[Source records]
• • • • •
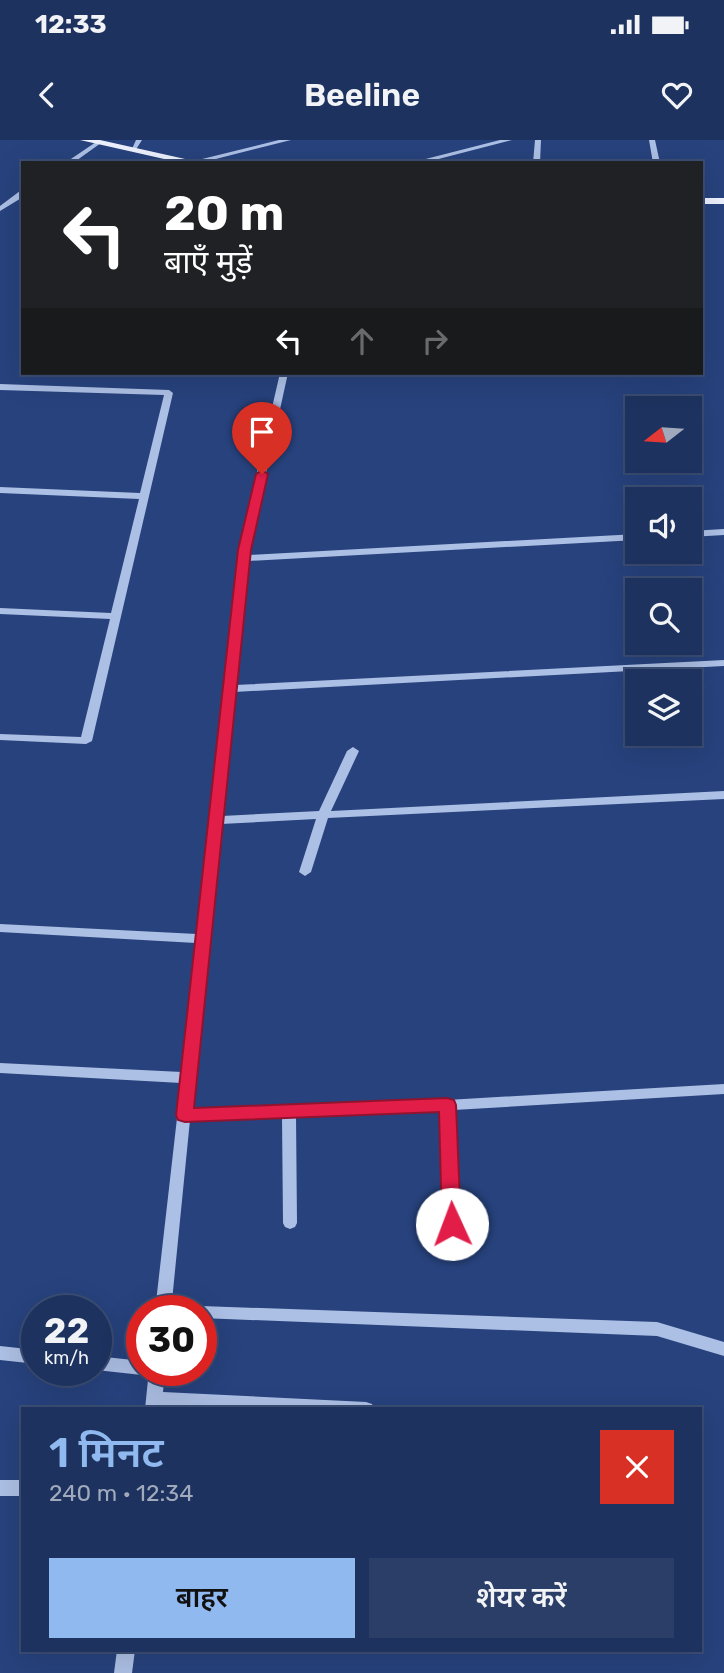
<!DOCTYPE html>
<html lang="hi">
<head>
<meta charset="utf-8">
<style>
  :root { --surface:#1d325e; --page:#2a3e67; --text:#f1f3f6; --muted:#a0aabc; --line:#3b4d73; --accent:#90b9f0 }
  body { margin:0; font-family:Rubik,"Noto Sans Devanagari",sans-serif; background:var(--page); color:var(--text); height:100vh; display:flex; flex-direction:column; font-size:26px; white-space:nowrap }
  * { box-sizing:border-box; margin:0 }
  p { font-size:23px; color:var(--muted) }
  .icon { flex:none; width:38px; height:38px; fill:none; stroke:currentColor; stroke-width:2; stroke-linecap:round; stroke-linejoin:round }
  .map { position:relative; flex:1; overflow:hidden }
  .panel { position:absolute; left:21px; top:1267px; width:681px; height:245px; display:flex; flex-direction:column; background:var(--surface); border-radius:0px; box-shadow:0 7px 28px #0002,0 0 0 2px var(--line) }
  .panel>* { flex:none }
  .guide { position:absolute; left:21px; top:21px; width:682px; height:214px; border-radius:0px; box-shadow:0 7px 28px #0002,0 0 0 2px var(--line); background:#202124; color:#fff; overflow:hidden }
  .needle { width:46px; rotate:253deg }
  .buttons { position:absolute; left:625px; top:256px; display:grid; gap:14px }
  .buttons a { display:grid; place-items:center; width:77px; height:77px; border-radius:0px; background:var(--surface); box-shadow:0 7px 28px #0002,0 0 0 2px var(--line); font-size:35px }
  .speed { position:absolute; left:21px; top:1155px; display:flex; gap:14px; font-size:35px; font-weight:700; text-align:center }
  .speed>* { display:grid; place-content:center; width:91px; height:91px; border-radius:50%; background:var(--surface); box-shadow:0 7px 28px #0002,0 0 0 2px var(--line); line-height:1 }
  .speed small { font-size:18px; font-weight:400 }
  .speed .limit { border:10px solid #d22; background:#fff; color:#111 }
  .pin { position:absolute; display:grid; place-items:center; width:60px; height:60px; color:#fff; margin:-72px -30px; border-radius:50% 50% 50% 0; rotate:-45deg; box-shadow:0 0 7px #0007 }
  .pin .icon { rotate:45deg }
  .me { position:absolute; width:77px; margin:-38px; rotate:358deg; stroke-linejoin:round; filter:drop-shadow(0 0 5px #0008) }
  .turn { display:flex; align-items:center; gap:24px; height:147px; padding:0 28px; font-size:32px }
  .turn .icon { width:91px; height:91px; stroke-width:2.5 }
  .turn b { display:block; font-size:49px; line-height:60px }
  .lanes { display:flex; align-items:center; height:66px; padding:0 28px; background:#0003; justify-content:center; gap:35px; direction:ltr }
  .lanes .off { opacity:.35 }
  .round { display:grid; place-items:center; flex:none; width:74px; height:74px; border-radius:0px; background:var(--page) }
  .overview { display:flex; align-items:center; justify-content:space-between; height:119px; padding:0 28px }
  h1 { font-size:42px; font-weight:600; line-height:52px; color:var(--accent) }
  .button { display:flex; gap:14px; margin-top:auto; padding:14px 28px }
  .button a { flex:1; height:80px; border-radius:0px; background:var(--accent); color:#111; font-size:28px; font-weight:600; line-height:80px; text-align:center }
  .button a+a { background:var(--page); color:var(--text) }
  .status { display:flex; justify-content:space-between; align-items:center; height:49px; padding:0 35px; background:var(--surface); direction:ltr }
  .status svg { height:19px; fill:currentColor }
  header { display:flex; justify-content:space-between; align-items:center; height:91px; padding:0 28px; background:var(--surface); font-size:32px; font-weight:600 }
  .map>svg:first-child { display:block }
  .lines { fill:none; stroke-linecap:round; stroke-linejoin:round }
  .minor { fill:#acbfe4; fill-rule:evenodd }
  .major { fill:#ecf0fd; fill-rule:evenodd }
  .route { fill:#e11d48; stroke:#92132f; stroke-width:2 }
</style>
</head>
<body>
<div class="status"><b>12:33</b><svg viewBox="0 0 49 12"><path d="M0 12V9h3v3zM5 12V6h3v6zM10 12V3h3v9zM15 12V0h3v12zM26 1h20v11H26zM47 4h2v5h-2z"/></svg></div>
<header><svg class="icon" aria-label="back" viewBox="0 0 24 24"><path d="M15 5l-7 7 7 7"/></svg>Beeline<svg class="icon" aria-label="heart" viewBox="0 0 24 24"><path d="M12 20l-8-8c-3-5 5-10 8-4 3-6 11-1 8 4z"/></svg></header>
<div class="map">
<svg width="724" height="1533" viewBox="0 0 724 1533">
  <rect width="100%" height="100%" fill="#27427d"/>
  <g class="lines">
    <path class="minor" d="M 136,0 L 142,0 L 135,11 L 131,11 Z
      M 279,0 L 291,0 L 200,23 L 190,22 Z
      M 500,0 L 512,0 L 423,23 L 410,23 Z
      M 535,0 L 541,0 L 540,23 L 533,23 Z
      M 649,0 L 655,0 L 660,23 L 653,23 Z
      M 96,2 L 101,3 L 73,23 L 65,23 Z
      M 20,51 L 23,51 L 23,57 L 0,71 L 0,66 Z
      M 280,233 L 288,233 L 248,415 L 637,394 L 637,400 L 248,421 L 235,545 L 724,520 L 724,526 L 234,552 L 222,676 L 319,671 L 347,611 L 353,607 L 359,611 L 331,671 L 724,651 L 724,659 L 328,678 L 311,732 L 305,736 L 299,732 L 316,679 L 221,684 L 191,969 L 447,960 L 724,944 L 724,954 L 454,970 L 459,1084 L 457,1088 L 452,1090 L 447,1088 L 445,1084 L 440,971 L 296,976 L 297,1083 L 295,1087 L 290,1089 L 285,1087 L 283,1083 L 282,977 L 190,980 L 171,1171 L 155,1171 L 181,943 L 0,933 L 0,923 L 182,932 L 196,803 L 0,792 L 0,784 L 197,794 L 239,410 Z
      M 0,244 L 169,250 L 173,253 L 92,601 L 86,604 L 0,600 L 0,594 L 81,597 L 110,479 L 0,474 L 0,468 L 111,473 L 139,359 L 0,353 L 0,347 L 140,353 L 164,255 L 0,250 Z
      M 724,389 L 724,395 L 690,397 L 690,391 Z
      M 201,1166 L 657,1182 L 724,1202 L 724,1216 L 657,1196 L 201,1178 L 201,1171 L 194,1171 L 196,1167 Z
      M 0,1206 L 37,1210 L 37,1224 L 0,1220 Z
      M 96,1216 L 142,1221 L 142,1230 L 149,1230 L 142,1235 L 96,1230 Z
      M 149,1230 L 165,1230 L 163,1252 L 366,1262 L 372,1264 L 374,1269 L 212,1269 L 161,1266 L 161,1269 L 145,1269 Z
      M 0,1340 L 23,1340 L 23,1356 L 0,1356 Z
      M 117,1510 L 135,1510 L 132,1533 L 114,1533 Z"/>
    <path class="major" d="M 80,0 L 100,0 L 203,23 L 182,23 Z
      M 702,58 L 724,58 L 724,64 L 702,64 Z"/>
  </g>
  <path class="route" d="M 262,330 L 268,334 L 251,410 L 194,968 L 447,958 L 454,960 L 456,965 L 461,1084 L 458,1090 L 452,1092 L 445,1090 L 442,1084 L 439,972 L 185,982 L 178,980 L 176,975 L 238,410 L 256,334 Z"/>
</svg>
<div class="buttons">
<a><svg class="needle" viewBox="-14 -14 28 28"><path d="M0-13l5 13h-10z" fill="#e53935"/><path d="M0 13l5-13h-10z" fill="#a0aabc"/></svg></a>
<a><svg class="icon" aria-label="sound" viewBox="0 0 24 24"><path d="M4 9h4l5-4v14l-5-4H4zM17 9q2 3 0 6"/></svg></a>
<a><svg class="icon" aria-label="search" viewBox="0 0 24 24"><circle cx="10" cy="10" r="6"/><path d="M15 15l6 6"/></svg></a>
<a><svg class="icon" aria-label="layers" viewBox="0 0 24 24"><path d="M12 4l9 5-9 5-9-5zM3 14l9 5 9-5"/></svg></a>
</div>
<div class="speed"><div>22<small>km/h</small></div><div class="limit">30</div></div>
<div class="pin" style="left:262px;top:334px;background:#d93025"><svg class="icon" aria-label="arrive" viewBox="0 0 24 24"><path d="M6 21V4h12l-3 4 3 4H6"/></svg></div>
<svg class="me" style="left:452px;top:1084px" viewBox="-20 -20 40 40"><circle r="19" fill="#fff"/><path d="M0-13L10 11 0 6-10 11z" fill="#e11d48"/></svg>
<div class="guide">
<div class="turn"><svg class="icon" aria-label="left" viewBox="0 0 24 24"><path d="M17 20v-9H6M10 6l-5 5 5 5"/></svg><div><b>20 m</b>बाएँ मुड़ें</div></div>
<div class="lanes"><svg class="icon" aria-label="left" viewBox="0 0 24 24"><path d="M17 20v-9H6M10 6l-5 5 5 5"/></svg><svg class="icon off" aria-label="ahead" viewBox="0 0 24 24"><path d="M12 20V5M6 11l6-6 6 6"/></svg><svg class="icon off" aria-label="right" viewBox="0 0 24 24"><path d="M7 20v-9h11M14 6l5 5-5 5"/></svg></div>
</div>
<section class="panel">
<div class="overview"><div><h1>1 मिनट</h1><p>240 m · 12:34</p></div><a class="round" style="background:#d93025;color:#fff"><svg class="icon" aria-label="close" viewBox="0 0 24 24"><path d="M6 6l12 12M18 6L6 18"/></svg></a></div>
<div class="button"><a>बाहर</a><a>शेयर करें</a></div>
</section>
</div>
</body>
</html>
• • • • •
Say again, word for word, the lines beginning at the top of the data and ending with the line that has "display:grid; place-items:center; width:77px;". Skip the pictures.

__Worked solution__
<!DOCTYPE html>
<html lang="hi">
<head>
<meta charset="utf-8">
<style>
  :root { --surface:#1d325e; --page:#2a3e67; --text:#f1f3f6; --muted:#a0aabc; --line:#3b4d73; --accent:#90b9f0 }
  body { margin:0; font-family:Rubik,"Noto Sans Devanagari",sans-serif; background:var(--page); color:var(--text); height:100vh; display:flex; flex-direction:column; font-size:26px; white-space:nowrap }
  * { box-sizing:border-box; margin:0 }
  p { font-size:23px; color:var(--muted) }
  .icon { flex:none; width:38px; height:38px; fill:none; stroke:currentColor; stroke-width:2; stroke-linecap:round; stroke-linejoin:round }
  .map { position:relative; flex:1; overflow:hidden }
  .panel { position:absolute; left:21px; top:1267px; width:681px; height:245px; display:flex; flex-direction:column; background:var(--surface); border-radius:0px; box-shadow:0 7px 28px #0002,0 0 0 2px var(--line) }
  .panel>* { flex:none }
  .guide { position:absolute; left:21px; top:21px; width:682px; height:214px; border-radius:0px; box-shadow:0 7px 28px #0002,0 0 0 2px var(--line); background:#202124; color:#fff; overflow:hidden }
  .needle { width:46px; rotate:253deg }
  .buttons { position:absolute; left:625px; top:256px; display:grid; gap:14px }
  .buttons a { display:grid; place-items:center; width:77px; height:77px; border-radius:0px; background:var(--surface); box-shadow:0 7px 28px #0002,0 0 0 2px var(--line); font-size:35px }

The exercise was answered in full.